Parametric Analysis and Modeling of Video Signals
Supervisor(s) and Committee member(s): Supervisor: Shahrokh Ghaemmaghami, Co-supervisor: Shervin Shirmohammadi
Video modeling and analysis have been of great interest in the video research community, due to their essential contribution to systematic improvements concerned in a wide range of video processing techniques. Parametric modeling and analysis of video provides appropriate means for processing the signal and the necessary mining of information for efficient representation of the signal. Video comparison, human action recognition, video retrieval, video abstraction, video transmission, and video clustering are some applications that can benefit from video modeling and analysis.
In this thesis, the parametric analysis and modeling of the video signal is studied through two schemes. In the first scheme, spatial parameters are first extracted from video frames and temporal evolution of these spatial parameters is investigated. Spatial parameters are selected based on the statistics of the 2D wavelet transform of the video frames, where wavelet transform provides a sparse representation of the signals and structurally conforms to the frequency sensitivity distribution of the human visual system. To analyze the temporal relations and progress of these spatial parameters, three methods are considered: inter-frame distance measurement, temporal decomposition, and Autoregressive (AR) modeling. In the first method, employing the Kullback–Leibler (KL) distance between spatial parameters as the similarity measure, the temporal evolution of the spatial features is studied. This analysis is used to determine shot boundaries, segment shots into clusters and select keyframes properly based on both similarity and dissimilarity criteria, within and outside the corresponding cluster, respectively. In the second method, the video signal is assumed to be a sequence of overlapping independent visual components called events, which typically are temporally overlapping compact functions that describe temporal evolution of a given set of the spatial parameters of the video signal. This event-based temporal decomposition technique is used for video abstraction, where no shot boundary detection or clustering is required. In the third method, the video signal is assumed to be a combination of spatial feature time series that are temporally approximated by the AR model.
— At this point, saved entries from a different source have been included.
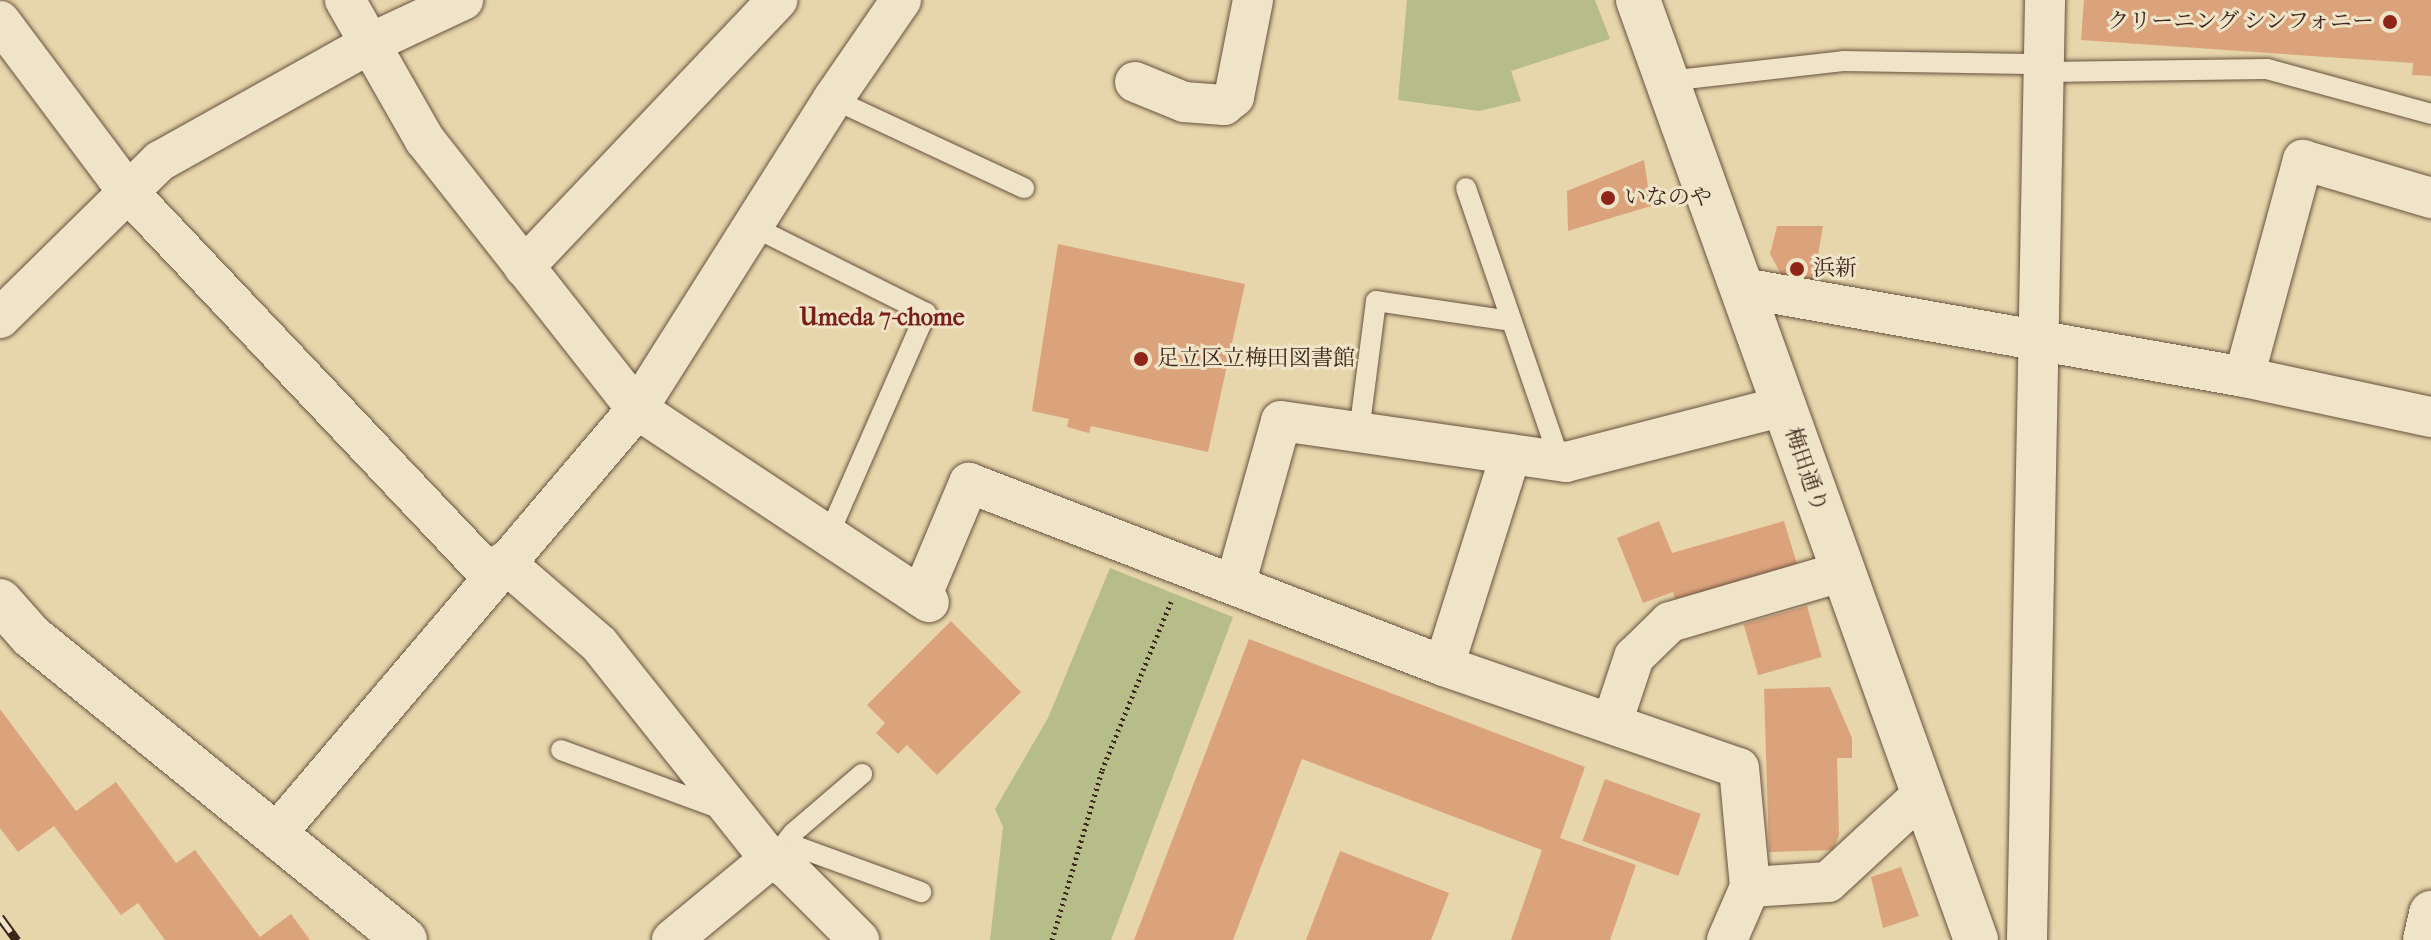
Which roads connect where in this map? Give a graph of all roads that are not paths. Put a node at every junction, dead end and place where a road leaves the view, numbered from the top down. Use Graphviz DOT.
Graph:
graph roads {
  1 [pos="345,0"];
  2 [pos="463,0"];
  3 [pos="777,0"];
  4 [pos="901,0"];
  5 [pos="1253,0"];
  6 [pos="1638,0"];
  7 [pos="2045,0"];
  8 [pos="0,21"];
  9 [pos="369,44"];
  10 [pos="2044,68"];
  11 [pos="1668,81"];
  12 [pos="1135,82"];
  13 [pos="833,99"];
  14 [pos="2431,114"];
  15 [pos="1024,188"];
  16 [pos="1466,188"];
  17 [pos="128,192"];
  18 [pos="2431,198"];
  19 [pos="752,226"];
  20 [pos="524,267"];
  21 [pos="1743,288"];
  22 [pos="0,318"];
  23 [pos="1511,321"];
  24 [pos="2036,338"];
  25 [pos="2244,377"];
  26 [pos="1784,406"];
  27 [pos="637,409"];
  28 [pos="2431,417"];
  29 [pos="1359,432"];
  30 [pos="1511,454"];
  31 [pos="1560,461"];
  32 [pos="828,536"];
  33 [pos="498,569"];
  34 [pos="1841,572"];
  35 [pos="1235,585"];
  36 [pos="0,601"];
  37 [pos="1444,666"];
  38 [pos="1612,723"];
  39 [pos="561,750"];
  40 [pos="862,774"];
  41 [pos="1924,793"];
  42 [pos="731,813"];
  43 [pos="275,835"];
  44 [pos="779,851"];
  45 [pos="1750,887"];
  46 [pos="921,892"];
  47 [pos="2431,913"];
  48 [pos="405,940"];
  49 [pos="672,940"];
  50 [pos="859,940"];
  51 [pos="1727,940"];
  52 [pos="1976,940"];
  53 [pos="2027,940"];
  54 [pos="2425,940"];
  1 -- 9 [label="street"];
  2 -- 9 [label="street"];
  3 -- 20 [label="street"];
  4 -- 13 [label="street"];
  5 -- 12 [label="street"];
  6 -- 11 [label="street, 梅田通り"];
  7 -- 10 [label="street"];
  8 -- 17 [label="street"];
  9 -- 17 [label="street"];
  9 -- 20 [label="street"];
  10 -- 11 [label="lane"];
  10 -- 14 [label="lane"];
  10 -- 24 [label="street"];
  11 -- 21 [label="street, 梅田通り"];
  13 -- 15 [label="lane"];
  13 -- 19 [label="street"];
  16 -- 23 [label="lane"];
  17 -- 22 [label="street"];
  17 -- 33 [label="street"];
  18 -- 25 [label="street"];
  19 -- 27 [label="street"];
  19 -- 32 [label="lane"];
  20 -- 27 [label="street"];
  21 -- 24 [label="street"];
  21 -- 26 [label="street, 梅田通り"];
  23 -- 29 [label="lane"];
  23 -- 31 [label="lane"];
  24 -- 25 [label="street"];
  24 -- 53 [label="street"];
  25 -- 28 [label="street"];
  26 -- 31 [label="street"];
  26 -- 34 [label="street, 梅田通り"];
  27 -- 32 [label="street"];
  27 -- 33 [label="street"];
  29 -- 30 [label="street"];
  29 -- 35 [label="street"];
  30 -- 31 [label="street"];
  30 -- 37 [label="street"];
  32 -- 35 [label="street"];
  33 -- 42 [label="street"];
  33 -- 43 [label="street"];
  34 -- 38 [label="street"];
  34 -- 41 [label="street, 梅田通り"];
  35 -- 37 [label="street"];
  36 -- 43 [label="street"];
  37 -- 38 [label="street"];
  38 -- 45 [label="street"];
  39 -- 42 [label="lane"];
  40 -- 44 [label="lane"];
  41 -- 45 [label="street"];
  41 -- 52 [label="street, 梅田通り"];
  42 -- 44 [label="street"];
  43 -- 48 [label="street"];
  44 -- 46 [label="lane"];
  44 -- 49 [label="street"];
  44 -- 50 [label="street"];
  45 -- 51 [label="street"];
  47 -- 54 [label="street"];
}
The AR model describes each spatial feature vector as a linear combination of the previous vectors within a reasonable time interval. Shot boundaries are well detected based on the AR prediction errors, and then at least one keyframe is extracted from each shot. To evaluate these models, subjective and objective tests, on TRECVID and Hollywood2 datasets, are conducted and simulation results indicate high accuracy and effectiveness of these techniques.
In the second scheme, video spatio-temporal parameters are extracted from 3D wavelet transform of the natural video signal based on the statistical characteristics analysis of this transform. Joint and marginal statistics are studied and the extracted parameters are utilized for human action recognition and video activity level detection. Subjective and objective test results, on the popular Hollywood2 and KTH datasets, confirm high efficiency of this analysis method, as compared to the current techniques.
While the thesis is written in Farsi, the following English papers encompass some of the main technical aspects from the thesis:
M. Omidyeganeh, S. Ghaemmaghami, and S. Shirmohammadi, “Video Keyframe Analysis Using a Segment-Based Statistical Metric in a Visually Sensitive Parametric Space,” IEEE Transactions on Image Processing, vol. 20, issue 10, pp. 2730:2737, 2011.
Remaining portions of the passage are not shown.